# EXERCISE INSTRUCTIONS
Copy every line below that has the word "junctions" in it.

# EXERCISE DATA
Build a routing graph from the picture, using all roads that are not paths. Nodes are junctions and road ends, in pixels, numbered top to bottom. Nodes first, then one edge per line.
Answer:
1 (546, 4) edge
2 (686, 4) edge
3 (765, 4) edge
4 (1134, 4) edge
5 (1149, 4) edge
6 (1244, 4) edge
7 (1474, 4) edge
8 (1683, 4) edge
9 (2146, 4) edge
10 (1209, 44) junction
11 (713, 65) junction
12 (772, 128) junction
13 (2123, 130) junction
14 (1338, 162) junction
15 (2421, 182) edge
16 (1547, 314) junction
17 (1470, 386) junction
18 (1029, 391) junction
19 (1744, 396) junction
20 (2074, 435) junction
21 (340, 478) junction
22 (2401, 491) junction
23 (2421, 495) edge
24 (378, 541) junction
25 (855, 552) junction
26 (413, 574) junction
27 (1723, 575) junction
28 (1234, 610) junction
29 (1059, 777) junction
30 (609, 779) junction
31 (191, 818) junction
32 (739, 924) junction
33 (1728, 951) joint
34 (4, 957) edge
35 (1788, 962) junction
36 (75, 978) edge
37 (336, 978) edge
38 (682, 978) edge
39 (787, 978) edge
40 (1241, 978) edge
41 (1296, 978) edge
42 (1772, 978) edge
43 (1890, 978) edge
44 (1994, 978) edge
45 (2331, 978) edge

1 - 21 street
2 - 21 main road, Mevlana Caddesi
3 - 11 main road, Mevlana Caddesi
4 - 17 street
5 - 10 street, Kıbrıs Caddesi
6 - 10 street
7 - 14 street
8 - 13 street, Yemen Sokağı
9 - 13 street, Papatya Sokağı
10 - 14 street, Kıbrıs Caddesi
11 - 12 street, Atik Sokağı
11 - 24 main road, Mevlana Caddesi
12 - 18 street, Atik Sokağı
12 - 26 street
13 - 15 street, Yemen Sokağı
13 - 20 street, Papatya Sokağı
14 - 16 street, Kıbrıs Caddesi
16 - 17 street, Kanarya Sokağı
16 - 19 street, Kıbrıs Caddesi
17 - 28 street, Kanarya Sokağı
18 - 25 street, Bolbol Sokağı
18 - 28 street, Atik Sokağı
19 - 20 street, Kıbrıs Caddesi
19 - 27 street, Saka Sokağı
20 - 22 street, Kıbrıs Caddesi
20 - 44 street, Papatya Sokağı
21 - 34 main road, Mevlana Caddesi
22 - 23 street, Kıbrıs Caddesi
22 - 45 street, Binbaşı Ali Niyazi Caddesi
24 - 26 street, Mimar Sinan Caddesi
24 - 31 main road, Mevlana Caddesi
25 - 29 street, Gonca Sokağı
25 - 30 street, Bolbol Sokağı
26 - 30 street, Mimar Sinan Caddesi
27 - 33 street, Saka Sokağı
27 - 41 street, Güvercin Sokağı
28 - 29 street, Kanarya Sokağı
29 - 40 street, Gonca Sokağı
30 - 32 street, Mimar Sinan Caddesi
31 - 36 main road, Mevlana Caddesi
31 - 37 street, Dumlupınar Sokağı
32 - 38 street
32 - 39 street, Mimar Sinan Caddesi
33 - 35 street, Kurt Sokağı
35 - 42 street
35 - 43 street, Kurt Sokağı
---
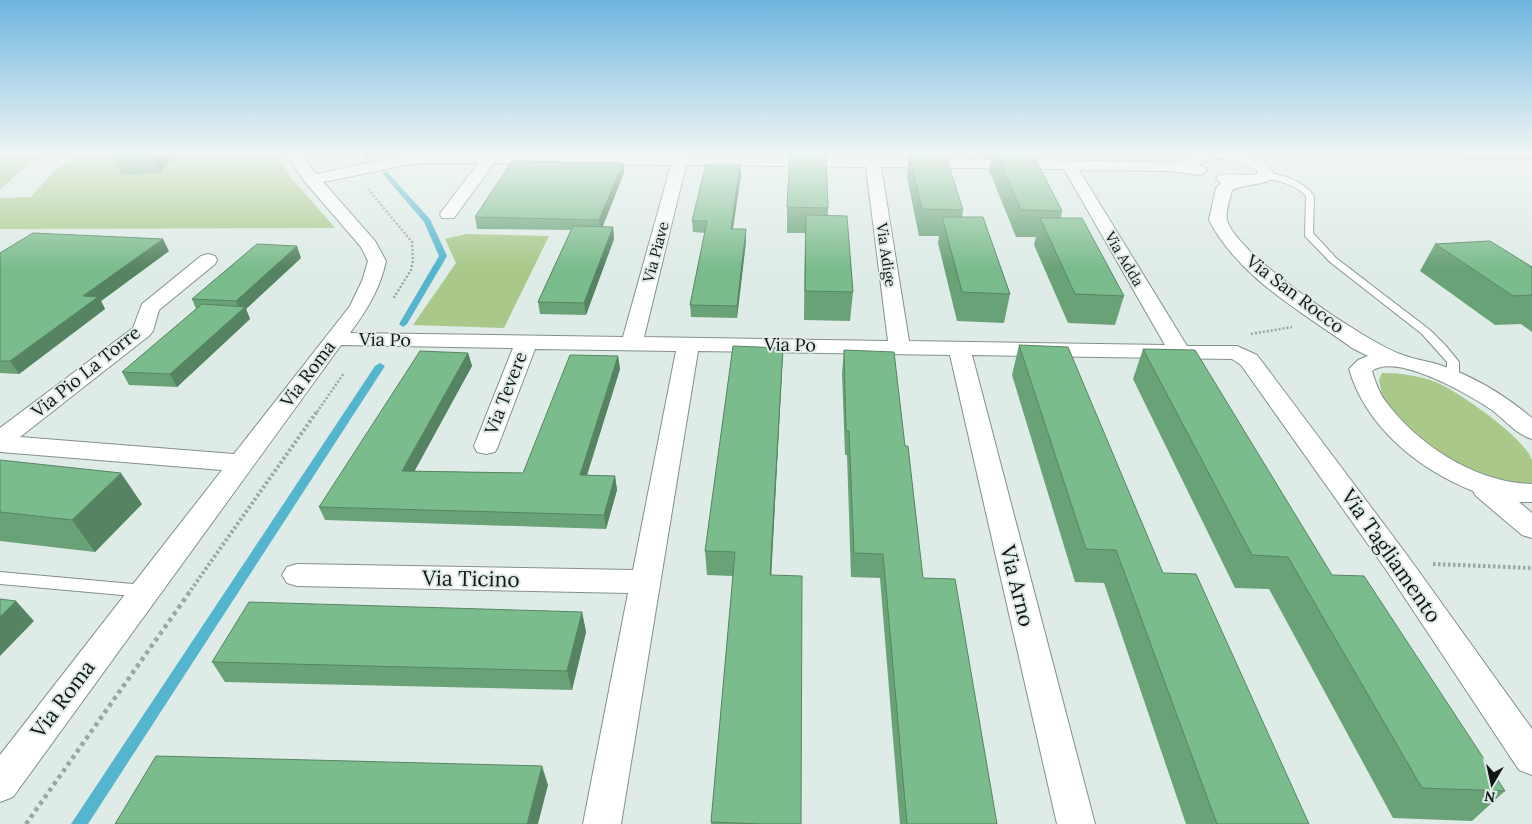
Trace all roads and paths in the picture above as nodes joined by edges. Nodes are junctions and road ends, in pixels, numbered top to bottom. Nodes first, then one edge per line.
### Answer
* * *
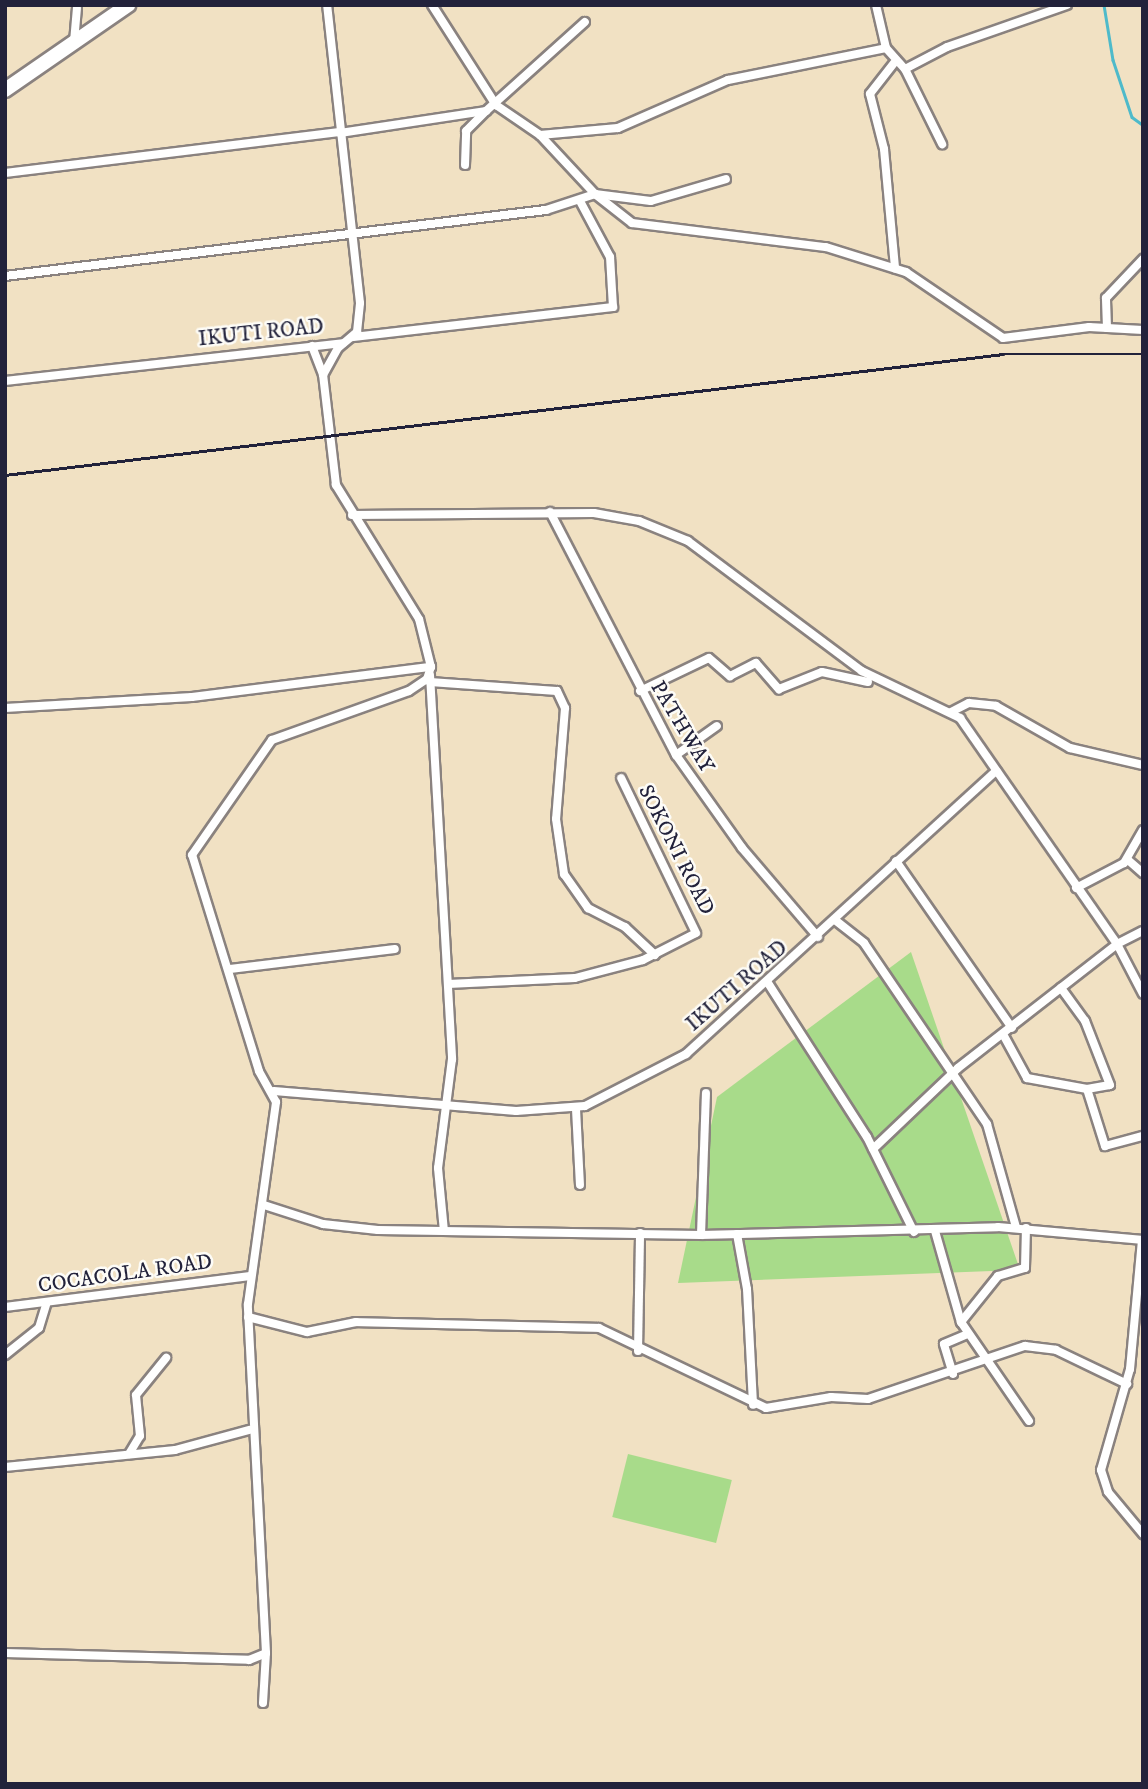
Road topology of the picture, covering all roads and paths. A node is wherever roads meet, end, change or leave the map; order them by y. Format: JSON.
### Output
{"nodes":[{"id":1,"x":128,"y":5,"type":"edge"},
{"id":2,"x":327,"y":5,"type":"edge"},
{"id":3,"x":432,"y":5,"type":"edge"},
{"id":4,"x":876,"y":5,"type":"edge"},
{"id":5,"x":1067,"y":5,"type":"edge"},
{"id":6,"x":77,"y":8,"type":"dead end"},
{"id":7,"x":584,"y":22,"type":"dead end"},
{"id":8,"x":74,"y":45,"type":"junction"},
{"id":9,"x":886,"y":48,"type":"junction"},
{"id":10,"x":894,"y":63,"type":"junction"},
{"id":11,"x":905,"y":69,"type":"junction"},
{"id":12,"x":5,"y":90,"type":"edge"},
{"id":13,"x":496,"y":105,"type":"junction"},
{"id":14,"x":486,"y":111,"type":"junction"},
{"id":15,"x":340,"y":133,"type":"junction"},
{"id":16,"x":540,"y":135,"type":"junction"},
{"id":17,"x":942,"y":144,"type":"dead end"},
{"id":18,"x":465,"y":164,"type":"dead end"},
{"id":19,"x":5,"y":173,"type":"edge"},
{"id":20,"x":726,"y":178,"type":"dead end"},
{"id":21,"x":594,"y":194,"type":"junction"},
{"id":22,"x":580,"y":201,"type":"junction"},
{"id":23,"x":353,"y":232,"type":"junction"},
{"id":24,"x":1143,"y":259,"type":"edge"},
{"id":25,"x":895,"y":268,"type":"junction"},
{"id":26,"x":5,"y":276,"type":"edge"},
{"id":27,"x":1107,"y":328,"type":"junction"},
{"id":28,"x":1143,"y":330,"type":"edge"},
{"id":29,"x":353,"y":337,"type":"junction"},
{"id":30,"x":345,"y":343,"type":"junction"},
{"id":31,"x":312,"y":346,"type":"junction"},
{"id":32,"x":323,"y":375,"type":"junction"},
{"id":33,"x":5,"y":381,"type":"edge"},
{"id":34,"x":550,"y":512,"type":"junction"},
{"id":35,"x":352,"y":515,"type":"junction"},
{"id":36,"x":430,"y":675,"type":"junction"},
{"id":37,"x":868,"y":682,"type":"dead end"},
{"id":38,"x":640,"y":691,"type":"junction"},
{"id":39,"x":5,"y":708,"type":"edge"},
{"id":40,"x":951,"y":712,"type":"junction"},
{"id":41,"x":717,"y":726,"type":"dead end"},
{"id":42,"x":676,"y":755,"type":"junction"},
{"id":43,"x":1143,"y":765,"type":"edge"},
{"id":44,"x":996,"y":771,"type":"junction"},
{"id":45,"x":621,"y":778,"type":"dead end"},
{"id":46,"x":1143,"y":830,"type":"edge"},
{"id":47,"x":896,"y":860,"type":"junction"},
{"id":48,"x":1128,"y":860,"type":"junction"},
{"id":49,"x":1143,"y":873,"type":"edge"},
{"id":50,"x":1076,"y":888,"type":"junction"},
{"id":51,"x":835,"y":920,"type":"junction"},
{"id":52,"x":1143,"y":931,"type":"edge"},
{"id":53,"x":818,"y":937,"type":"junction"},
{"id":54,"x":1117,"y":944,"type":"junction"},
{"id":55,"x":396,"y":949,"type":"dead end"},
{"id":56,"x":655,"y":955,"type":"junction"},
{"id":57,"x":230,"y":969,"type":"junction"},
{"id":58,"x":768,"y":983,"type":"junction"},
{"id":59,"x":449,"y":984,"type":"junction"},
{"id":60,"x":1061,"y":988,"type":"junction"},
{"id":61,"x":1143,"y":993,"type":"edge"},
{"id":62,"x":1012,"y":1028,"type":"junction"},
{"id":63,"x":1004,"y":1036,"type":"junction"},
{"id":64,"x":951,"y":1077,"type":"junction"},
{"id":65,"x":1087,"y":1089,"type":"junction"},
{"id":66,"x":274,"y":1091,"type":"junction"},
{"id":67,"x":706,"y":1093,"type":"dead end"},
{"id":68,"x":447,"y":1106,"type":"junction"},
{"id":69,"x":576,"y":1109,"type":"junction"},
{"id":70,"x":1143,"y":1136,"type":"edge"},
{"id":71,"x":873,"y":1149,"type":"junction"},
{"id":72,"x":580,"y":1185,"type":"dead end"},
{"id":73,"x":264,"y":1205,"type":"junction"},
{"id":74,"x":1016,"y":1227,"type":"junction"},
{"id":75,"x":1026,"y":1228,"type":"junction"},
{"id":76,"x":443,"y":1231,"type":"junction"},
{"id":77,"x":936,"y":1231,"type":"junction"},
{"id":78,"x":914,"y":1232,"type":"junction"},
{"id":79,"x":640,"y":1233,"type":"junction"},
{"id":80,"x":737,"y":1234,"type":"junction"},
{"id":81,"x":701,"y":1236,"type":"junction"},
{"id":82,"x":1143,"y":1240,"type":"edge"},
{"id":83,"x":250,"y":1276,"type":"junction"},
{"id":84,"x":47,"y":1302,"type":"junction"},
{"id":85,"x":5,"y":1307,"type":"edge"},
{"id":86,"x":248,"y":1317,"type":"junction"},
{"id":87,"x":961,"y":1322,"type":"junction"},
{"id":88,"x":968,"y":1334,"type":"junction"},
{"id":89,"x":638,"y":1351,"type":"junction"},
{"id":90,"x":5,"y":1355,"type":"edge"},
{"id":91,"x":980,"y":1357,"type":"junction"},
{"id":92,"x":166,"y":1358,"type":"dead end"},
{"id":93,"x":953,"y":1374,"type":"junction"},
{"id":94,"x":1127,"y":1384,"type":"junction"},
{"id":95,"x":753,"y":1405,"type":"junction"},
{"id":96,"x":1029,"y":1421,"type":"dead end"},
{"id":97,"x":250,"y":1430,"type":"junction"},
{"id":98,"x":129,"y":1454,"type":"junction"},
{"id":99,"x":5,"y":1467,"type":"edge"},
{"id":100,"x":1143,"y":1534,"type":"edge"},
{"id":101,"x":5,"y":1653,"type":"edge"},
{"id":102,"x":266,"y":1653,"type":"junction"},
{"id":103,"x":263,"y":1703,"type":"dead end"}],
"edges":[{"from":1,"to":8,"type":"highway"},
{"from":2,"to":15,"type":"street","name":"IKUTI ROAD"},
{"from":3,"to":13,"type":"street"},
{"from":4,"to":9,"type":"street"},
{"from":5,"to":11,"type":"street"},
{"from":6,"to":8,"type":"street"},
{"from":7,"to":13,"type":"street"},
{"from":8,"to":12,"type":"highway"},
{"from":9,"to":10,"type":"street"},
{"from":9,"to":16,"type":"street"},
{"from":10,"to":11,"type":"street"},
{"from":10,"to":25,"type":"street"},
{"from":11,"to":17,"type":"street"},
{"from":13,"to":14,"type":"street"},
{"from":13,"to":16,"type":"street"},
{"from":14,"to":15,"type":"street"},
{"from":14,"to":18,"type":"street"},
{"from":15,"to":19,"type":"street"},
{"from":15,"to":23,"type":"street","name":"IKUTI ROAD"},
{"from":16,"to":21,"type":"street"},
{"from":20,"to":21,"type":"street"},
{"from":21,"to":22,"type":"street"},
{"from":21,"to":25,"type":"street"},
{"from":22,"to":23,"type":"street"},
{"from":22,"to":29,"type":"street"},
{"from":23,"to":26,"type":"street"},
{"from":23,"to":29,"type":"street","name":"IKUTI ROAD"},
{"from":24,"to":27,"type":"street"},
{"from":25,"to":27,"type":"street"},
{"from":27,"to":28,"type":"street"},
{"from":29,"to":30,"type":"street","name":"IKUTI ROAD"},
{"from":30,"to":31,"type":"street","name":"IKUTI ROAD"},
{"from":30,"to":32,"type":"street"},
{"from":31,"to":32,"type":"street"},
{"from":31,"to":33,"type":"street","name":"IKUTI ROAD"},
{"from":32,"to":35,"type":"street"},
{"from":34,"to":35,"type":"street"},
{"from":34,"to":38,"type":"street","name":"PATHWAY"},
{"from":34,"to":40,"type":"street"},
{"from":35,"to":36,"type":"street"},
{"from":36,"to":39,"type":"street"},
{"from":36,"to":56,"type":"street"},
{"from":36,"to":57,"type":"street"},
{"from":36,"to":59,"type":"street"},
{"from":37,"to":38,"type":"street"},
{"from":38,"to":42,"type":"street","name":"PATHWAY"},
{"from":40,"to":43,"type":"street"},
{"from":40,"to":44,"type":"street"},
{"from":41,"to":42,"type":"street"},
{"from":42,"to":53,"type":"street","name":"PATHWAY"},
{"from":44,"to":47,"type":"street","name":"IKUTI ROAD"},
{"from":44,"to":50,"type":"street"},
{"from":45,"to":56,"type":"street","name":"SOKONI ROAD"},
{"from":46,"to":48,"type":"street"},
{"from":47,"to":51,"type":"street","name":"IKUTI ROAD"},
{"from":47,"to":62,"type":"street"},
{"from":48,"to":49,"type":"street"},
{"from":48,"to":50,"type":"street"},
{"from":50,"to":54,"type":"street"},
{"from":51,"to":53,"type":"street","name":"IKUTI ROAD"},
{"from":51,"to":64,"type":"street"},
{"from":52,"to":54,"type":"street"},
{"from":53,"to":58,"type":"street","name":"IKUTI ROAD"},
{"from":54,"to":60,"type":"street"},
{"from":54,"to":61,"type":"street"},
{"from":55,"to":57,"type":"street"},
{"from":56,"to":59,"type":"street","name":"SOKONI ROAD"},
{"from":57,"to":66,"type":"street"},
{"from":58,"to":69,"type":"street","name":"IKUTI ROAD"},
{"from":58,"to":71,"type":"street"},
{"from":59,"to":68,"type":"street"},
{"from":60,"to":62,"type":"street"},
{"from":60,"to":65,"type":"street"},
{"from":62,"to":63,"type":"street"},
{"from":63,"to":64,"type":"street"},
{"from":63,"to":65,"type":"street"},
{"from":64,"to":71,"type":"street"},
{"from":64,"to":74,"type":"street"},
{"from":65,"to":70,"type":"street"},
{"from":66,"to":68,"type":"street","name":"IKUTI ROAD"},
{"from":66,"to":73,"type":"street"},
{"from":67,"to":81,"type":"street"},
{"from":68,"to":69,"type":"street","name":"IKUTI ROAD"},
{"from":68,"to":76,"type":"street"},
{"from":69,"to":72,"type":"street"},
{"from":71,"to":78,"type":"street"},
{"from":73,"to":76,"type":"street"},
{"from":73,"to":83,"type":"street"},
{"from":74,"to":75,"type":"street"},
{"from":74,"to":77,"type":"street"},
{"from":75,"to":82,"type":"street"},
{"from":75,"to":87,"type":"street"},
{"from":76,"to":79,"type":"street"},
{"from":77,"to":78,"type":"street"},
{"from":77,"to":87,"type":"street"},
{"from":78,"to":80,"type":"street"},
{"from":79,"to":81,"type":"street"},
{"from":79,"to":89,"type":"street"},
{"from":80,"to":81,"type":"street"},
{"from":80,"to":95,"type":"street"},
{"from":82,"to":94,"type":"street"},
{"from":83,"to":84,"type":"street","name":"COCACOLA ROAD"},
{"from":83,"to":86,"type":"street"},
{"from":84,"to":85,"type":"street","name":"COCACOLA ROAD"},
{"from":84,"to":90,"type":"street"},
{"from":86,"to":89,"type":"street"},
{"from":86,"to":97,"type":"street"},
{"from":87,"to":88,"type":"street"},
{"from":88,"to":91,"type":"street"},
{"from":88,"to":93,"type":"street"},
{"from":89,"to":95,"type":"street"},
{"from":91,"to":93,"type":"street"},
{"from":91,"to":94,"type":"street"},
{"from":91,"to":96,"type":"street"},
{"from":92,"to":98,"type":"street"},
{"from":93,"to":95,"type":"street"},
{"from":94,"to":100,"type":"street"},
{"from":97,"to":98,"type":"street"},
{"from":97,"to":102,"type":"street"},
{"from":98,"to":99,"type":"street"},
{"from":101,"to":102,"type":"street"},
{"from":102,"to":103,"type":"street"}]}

# RESPONSE TO THIS EXERCISE
Build a routing graph from the picture, using all roads that are not paths. Nodes are junctions and road ends, in pixels, numbered top to bottom. Nodes first, then one edge per line.
Trace all roads and paths in the picture above as nodes joined by edges. Nodes are junctions and road ends, in pixels, numbered top to bottom. Nodes first, then one edge per line.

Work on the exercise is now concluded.